__What needs to be done__
Below are some records; state how many of their lines contain the word "Noto", and add nothing.

__The data__
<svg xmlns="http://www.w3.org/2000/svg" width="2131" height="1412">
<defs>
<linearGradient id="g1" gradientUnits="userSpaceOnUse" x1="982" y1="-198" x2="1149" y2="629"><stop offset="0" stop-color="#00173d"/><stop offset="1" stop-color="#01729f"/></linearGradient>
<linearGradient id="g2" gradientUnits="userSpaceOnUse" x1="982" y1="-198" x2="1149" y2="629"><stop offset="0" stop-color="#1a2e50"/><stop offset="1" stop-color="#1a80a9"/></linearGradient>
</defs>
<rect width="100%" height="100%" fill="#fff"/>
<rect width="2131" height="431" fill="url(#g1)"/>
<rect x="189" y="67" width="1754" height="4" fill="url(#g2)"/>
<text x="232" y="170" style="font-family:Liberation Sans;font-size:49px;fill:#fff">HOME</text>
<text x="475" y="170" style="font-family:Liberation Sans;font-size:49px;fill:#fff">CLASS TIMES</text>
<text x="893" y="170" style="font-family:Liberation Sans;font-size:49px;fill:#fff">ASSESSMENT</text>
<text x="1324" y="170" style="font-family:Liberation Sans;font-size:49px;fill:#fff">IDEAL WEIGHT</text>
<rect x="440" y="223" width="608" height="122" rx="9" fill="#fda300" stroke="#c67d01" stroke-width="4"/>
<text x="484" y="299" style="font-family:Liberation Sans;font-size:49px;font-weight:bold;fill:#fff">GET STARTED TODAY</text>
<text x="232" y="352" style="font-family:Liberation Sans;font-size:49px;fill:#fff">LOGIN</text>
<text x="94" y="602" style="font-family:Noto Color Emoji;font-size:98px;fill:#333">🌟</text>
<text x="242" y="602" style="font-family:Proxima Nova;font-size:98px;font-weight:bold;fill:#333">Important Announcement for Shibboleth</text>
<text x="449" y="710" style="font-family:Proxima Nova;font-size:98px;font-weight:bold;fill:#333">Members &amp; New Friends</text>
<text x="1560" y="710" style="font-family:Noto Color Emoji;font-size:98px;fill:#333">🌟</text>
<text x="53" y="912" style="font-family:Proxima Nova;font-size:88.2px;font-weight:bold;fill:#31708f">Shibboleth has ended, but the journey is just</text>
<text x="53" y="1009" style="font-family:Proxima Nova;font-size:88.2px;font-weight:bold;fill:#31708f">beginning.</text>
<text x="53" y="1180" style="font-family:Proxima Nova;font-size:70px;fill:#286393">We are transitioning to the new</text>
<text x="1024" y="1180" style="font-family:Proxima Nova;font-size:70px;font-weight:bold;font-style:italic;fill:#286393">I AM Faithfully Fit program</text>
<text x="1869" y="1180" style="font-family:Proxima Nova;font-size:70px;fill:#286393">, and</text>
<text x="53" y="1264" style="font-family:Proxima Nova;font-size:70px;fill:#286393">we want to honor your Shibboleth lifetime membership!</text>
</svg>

__Answer__
2